→ **Provided entries**
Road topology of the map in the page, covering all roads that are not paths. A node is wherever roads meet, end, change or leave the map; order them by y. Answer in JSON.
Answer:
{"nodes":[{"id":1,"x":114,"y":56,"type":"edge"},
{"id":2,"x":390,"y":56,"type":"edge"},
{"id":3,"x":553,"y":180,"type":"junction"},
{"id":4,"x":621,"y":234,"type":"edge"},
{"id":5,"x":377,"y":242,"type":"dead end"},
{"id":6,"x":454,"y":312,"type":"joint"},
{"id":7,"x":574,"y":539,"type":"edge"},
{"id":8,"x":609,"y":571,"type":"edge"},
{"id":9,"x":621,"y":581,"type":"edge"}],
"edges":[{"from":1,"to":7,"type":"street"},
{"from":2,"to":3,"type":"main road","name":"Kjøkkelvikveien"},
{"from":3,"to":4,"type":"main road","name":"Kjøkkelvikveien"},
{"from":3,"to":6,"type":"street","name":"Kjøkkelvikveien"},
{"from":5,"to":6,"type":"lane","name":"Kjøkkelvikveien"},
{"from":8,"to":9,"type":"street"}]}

→ **Your task**
The full set of entries has to be duplicated precisely.

→ **Your response**
Road topology of the map in the page, covering all roads that are not paths. A node is wherever roads meet, end, change or leave the map; order them by y. Answer in JSON.
Answer:
{"nodes":[{"id":1,"x":114,"y":56,"type":"edge"},
{"id":2,"x":390,"y":56,"type":"edge"},
{"id":3,"x":553,"y":180,"type":"junction"},
{"id":4,"x":621,"y":234,"type":"edge"},
{"id":5,"x":377,"y":242,"type":"dead end"},
{"id":6,"x":454,"y":312,"type":"joint"},
{"id":7,"x":574,"y":539,"type":"edge"},
{"id":8,"x":609,"y":571,"type":"edge"},
{"id":9,"x":621,"y":581,"type":"edge"}],
"edges":[{"from":1,"to":7,"type":"street"},
{"from":2,"to":3,"type":"main road","name":"Kjøkkelvikveien"},
{"from":3,"to":4,"type":"main road","name":"Kjøkkelvikveien"},
{"from":3,"to":6,"type":"street","name":"Kjøkkelvikveien"},
{"from":5,"to":6,"type":"lane","name":"Kjøkkelvikveien"},
{"from":8,"to":9,"type":"street"}]}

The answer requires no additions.